Although not directly dependent on it, this TIP is not being implemented unless TIP 636 is passed.

The list implementation has functionality that is available at the script level but not in the C API. This TIP proposes to expose the same as a C API as well. The benefits include

Rationale

Efficiency of list manipulation

Many applications and extensions for Tcl as well as Tk use Tcl's C API to manipulate Tcl list values. For example, reversing or extracting a range of elements is accomplished through a combination of Tcl_ListObjGetElements/Tcl_NewListObj or a loop involving Tcl_ListObjIndex/Tcl_ListObjAppendElement. Given the internal representation of lists in Tcl 8.6, this was also how the Tcl core would implement these operations and thus there were no significant efficiency gains that would result from exposing the higher level operations as a C API.

This has changed with Tcl 9.0 where list internal representation may take one of several forms (see TIP's 625, 629, 636). For many of these, some list operations may be done more efficiently than allowed by the restrictive Tcl 8.6 list C API. For example, range and list reversal can now be faster and more memory efficient by orders of magnitude for large lists.

The script level list commands benefit from these and it makes sense to extend the same to C applications and extensions as well.

Efficiency of list access

While the above pertain to list manipulation, the list accessor functions Tcl_ListObjGetElements and Tcl_ListObjIndex also have their own issues arising from an implicit assumption about the list internals. Tcl_ListObjGetElements works well when the list internal representation stores elements as an array of Tcl_Obj * pointer values. Tcl_ListObjIndex assumes that the list implementation holds a reference to the returned Tcl_Obj * element so the caller does not need to do any explicit reference management with the returned pointer. Neither of these assumptions necessarily hold true with newer list representations. For example, the arithmetic series stores the list in compact (start, end, step) form and generates a Tcl_Obj only when required. However, because of Tcl_ListObjIndex semantics, the list implementation has to hold on to a reference to the returned element Tcl_Obj essentially shimmering to the equivalent Tcl_Obj * array at a cost in memory and efficiency.

For this reason, the TIP proposes an accessor function that is almost identical to Tcl_ListObjIndex but requires the caller to release the returned Tcl_Obj by calling Tcl_DecrRefCount. The list implementation does not then need to artificially hold on to a reference to the returned `Tcl_Obj** just in order to free it later.

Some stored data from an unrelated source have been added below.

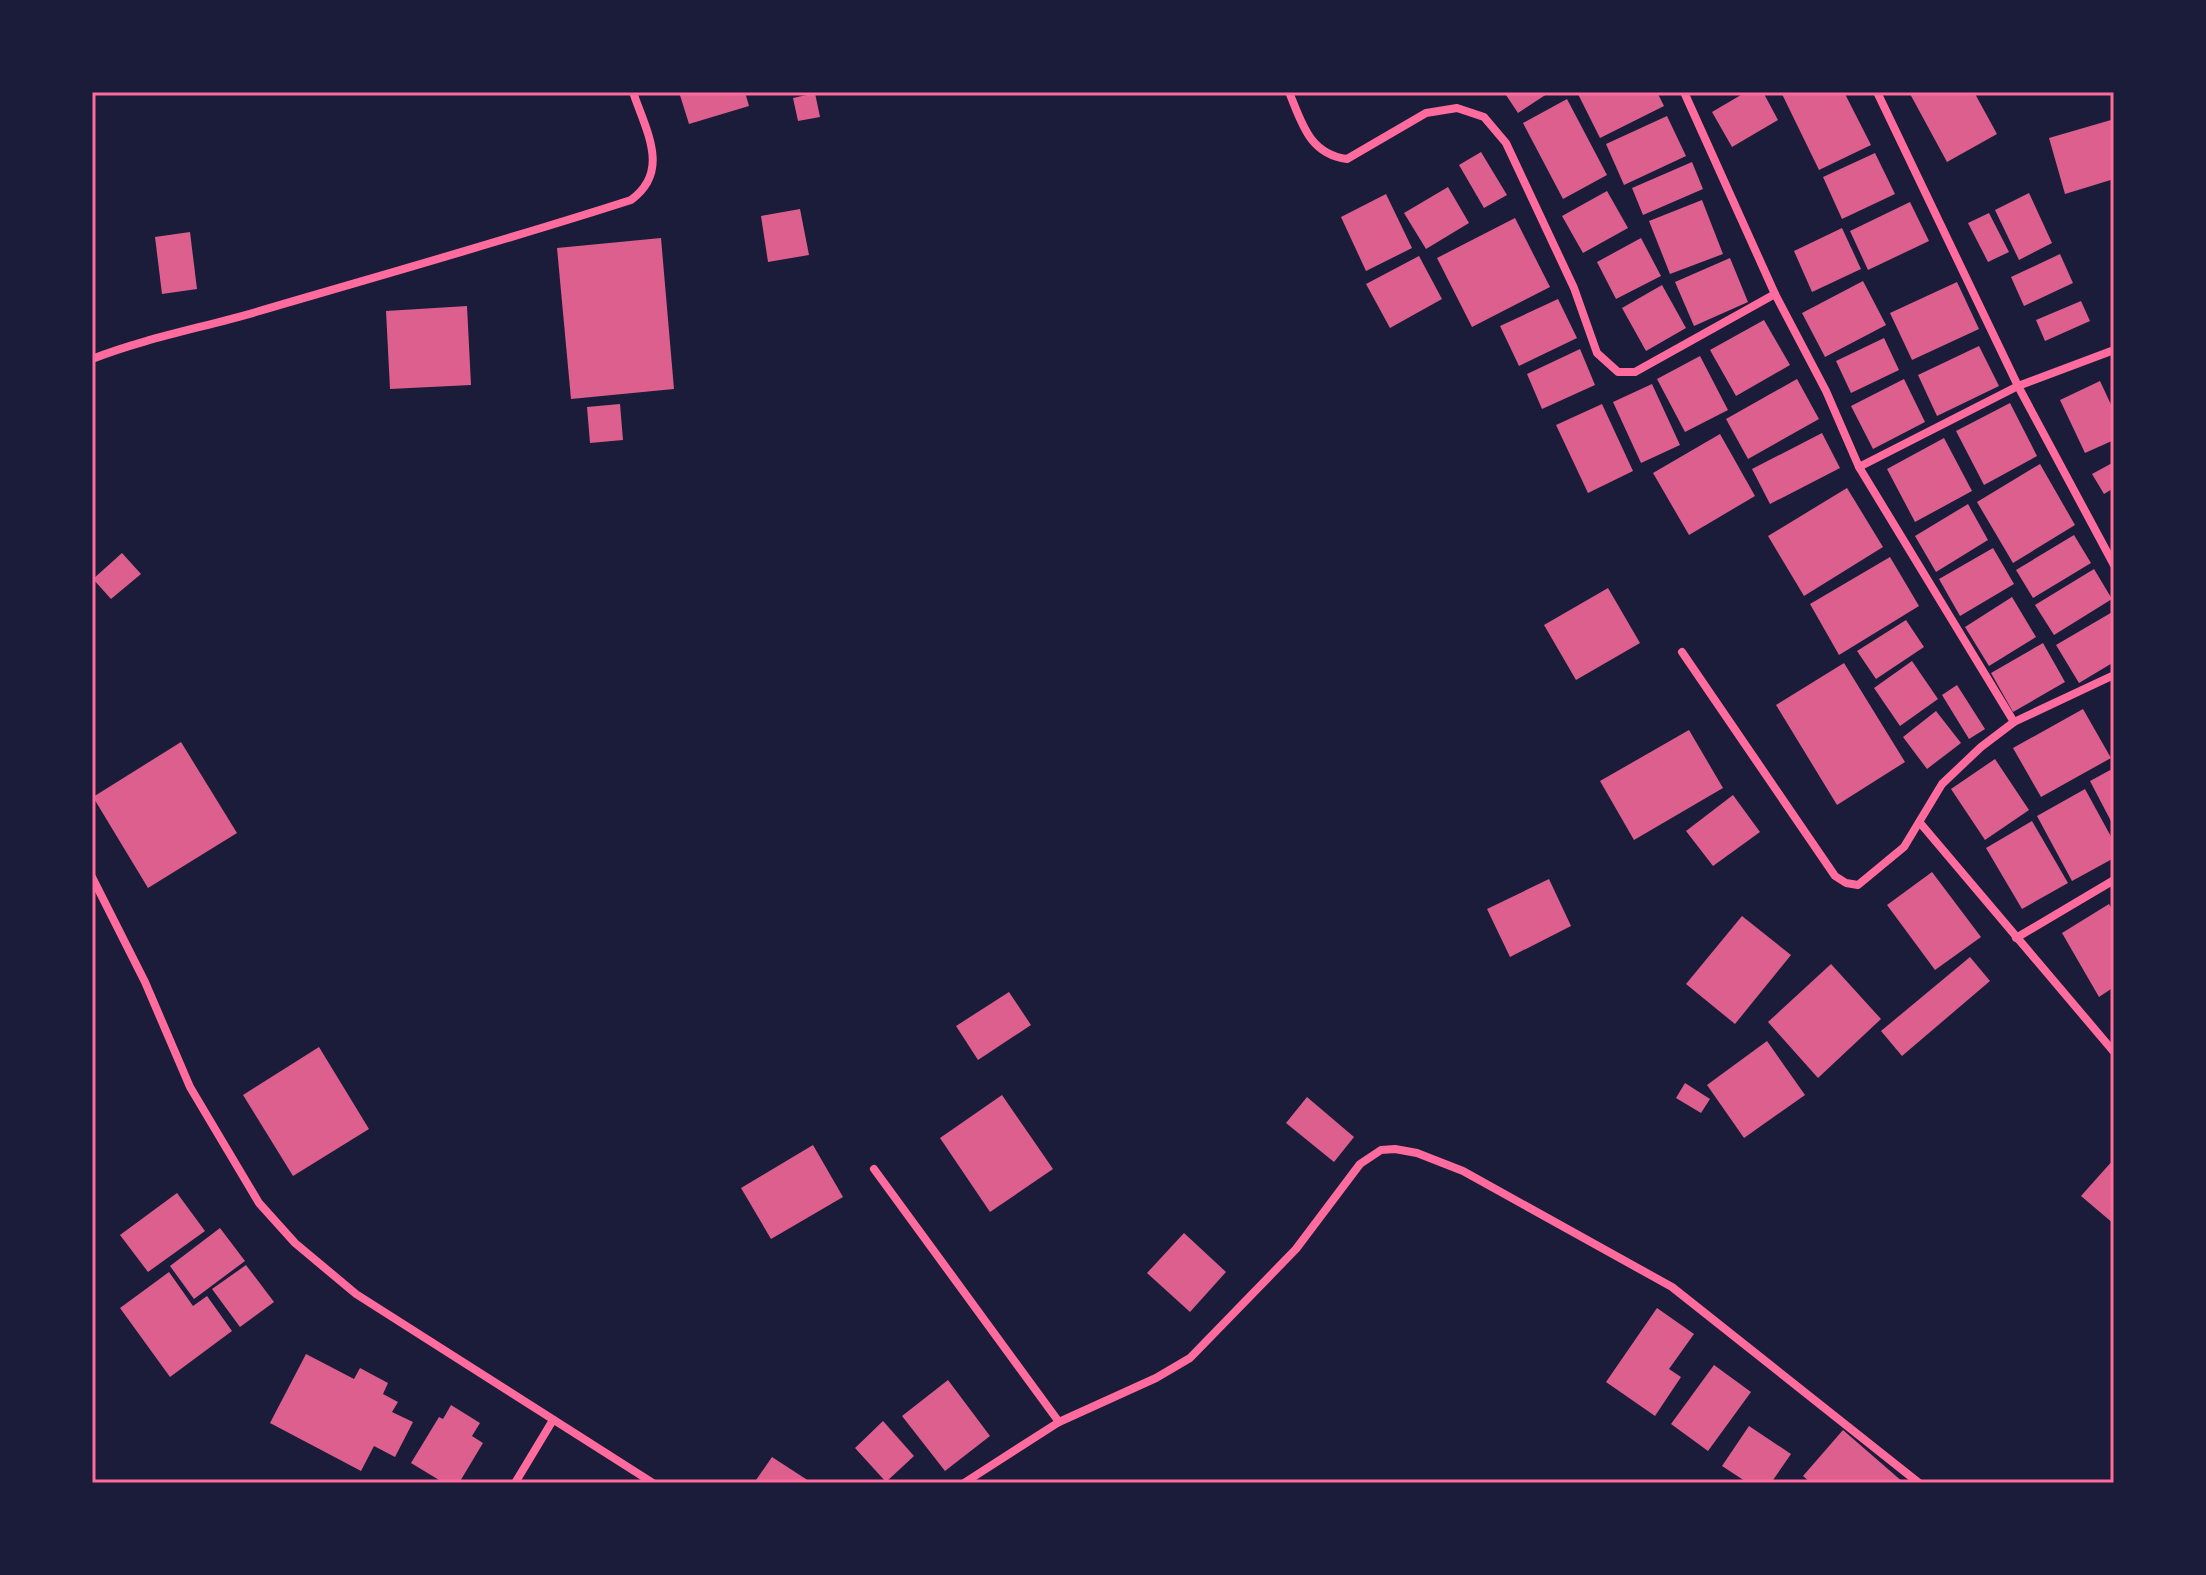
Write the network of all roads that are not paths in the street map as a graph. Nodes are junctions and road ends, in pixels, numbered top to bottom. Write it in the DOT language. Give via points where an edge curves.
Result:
graph roads {
  1 [pos="633,92"];
  2 [pos="1289,92"];
  3 [pos="1684,92"];
  4 [pos="1877,92"];
  5 [pos="1775,294"];
  6 [pos="2114,350"];
  7 [pos="92,359"];
  8 [pos="2018,386"];
  9 [pos="1859,467"];
  10 [pos="2114,565"];
  11 [pos="1682,652"];
  12 [pos="2114,675"];
  13 [pos="2014,722"];
  14 [pos="1921,824"];
  15 [pos="92,877"];
  16 [pos="2114,880"];
  17 [pos="2016,938"];
  18 [pos="2114,1052"];
  19 [pos="874,1169"];
  20 [pos="553,1420"];
  21 [pos="1059,1422"];
  22 [pos="515,1483"];
  23 [pos="653,1483"];
  24 [pos="964,1483"];
  25 [pos="1919,1483"];
  1 -- 7 [label="street" via="654,161 652,179 631,200 446,260 142,340"];
  2 -- 5 [label="street" via="1307,136 1336,158 1347,159 1426,113 1457,108 1484,117 1506,143 1574,288 1597,353 1618,372 1635,372"];
  3 -- 5 [label="street"];
  4 -- 8 [label="street"];
  5 -- 9 [label="street"];
  6 -- 8 [label="street"];
  8 -- 9 [label="street"];
  8 -- 10 [label="street"];
  9 -- 13 [label="street"];
  11 -- 14 [label="street" via="1835,876 1858,885 1904,847"];
  12 -- 13 [label="street"];
  13 -- 14 [label="street" via="1942,784"];
  14 -- 17 [label="street"];
  15 -- 20 [label="street" via="190,1087 259,1203 295,1243 356,1294"];
  16 -- 17 [label="street"];
  17 -- 18 [label="street"];
  19 -- 21 [label="street"];
  20 -- 22 [label="street"];
  20 -- 23 [label="street"];
  21 -- 24 [label="street"];
  21 -- 25 [label="street" via="1190,1358 1296,1249 1360,1164 1381,1150 1395,1149 1463,1171 1672,1287"];
}
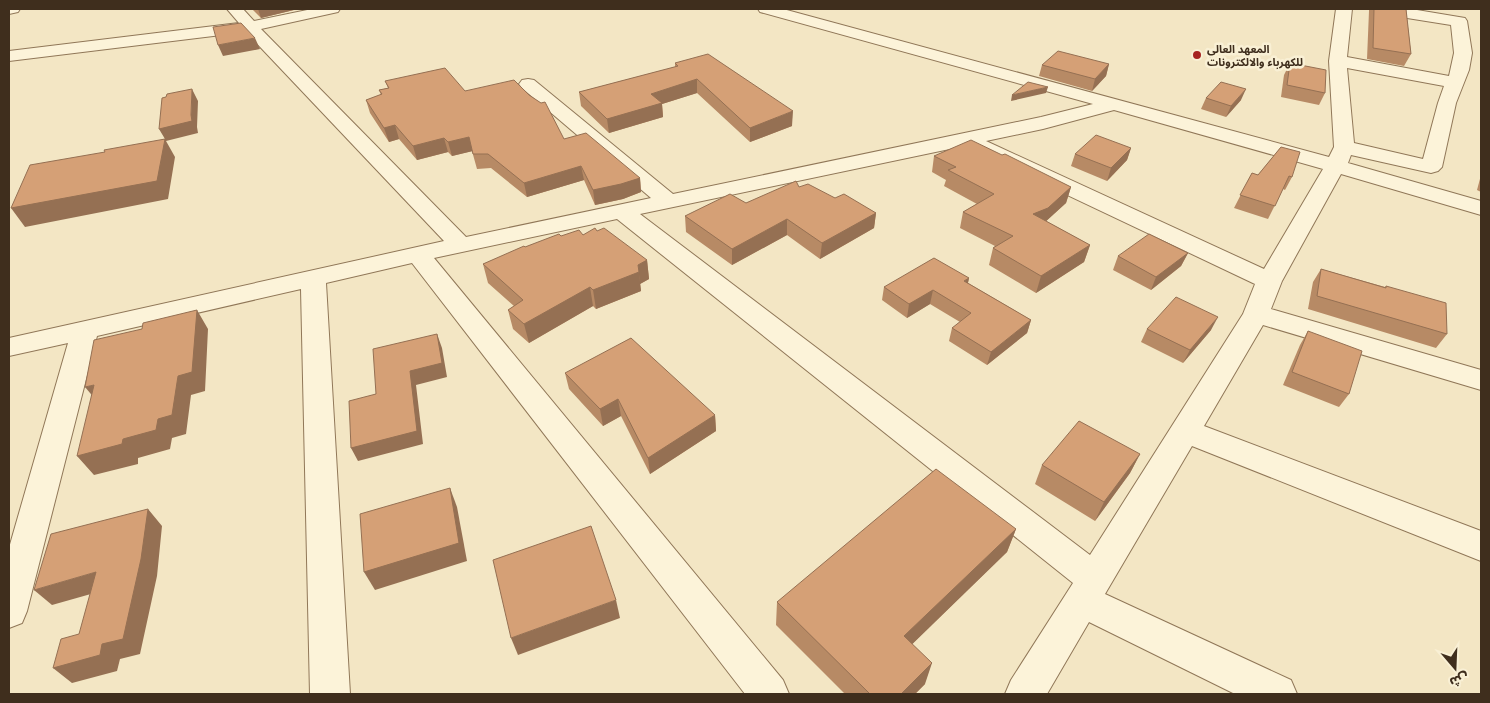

As an aside, note that the above drawbacks do not apply to the Tcl core implementation itself, including implementation of script commands, as Brian has already taken care to compensate appropriately. This is not possible for extension writers as they do not have access to internal Tcl list type information.

Specification

The following functions will be added along with corresponding entries in the stubs table. (Names all subject to change)

int Tcl_ListObjRange(
    Tcl_Interp *interp, /* Interpreter for error messages */
    Tcl_Obj *listPtr,   /* Unshared list object */
    Tcl_Size first,     /* Index of first element of range */
    Tcl_Size last);     /* Index of last element of range */
int Tcl_ListObjReverse(
    Tcl_Interp *interp, /* Interpreter for error messages */
    Tcl_Obj *listPtr);  /* Unshared list object */
int Tcl_ListObjRepeat(
    Tcl_Interp *interp, /* Interpreter for error messages */
    Tcl_Obj *srcListPtr,  /* List object containing elements to repeat */
    Tcl_Size repeatCount, /* Number of times to repeat */
    Tcl_Obj **newListPtr) /* Where to store the new list */
int Tcl_ListObjSort(
    Tcl_Interp *interp, /* Interpreter for error messages */
    Tcl_Obj *listPtr,   /* Unshared list object */
    TBD);
int Tcl_ListObjIndexWithRef(
    Tcl_Interp *interp, /* Interpreter for error messages */
    Tcl_Obj *listPtr,   /* Shared or unshared list object */
    Tcl_Size index,     /* Index of element to retrieve */
    Tcl_Obj **elementObjPtr) /* Where to store the element. Caller
                                needs to free it */

All functions return TCL_OK on success and TCL_ERROR on failure. Functionality should be obvious.

Discussion

The functions could be slightly altered to return a new Tcl_Obj and allow listPtr to be a shared object. However, that would be inconsistent with the current Tcl_ListObjReplace definition.

Applications should be encouraged to use Tcl_ListObjIndexWithRef to avoid shimmering.

Implementation

Pending until TIP 636 passes.

Copyright

This document has been placed in the public domain.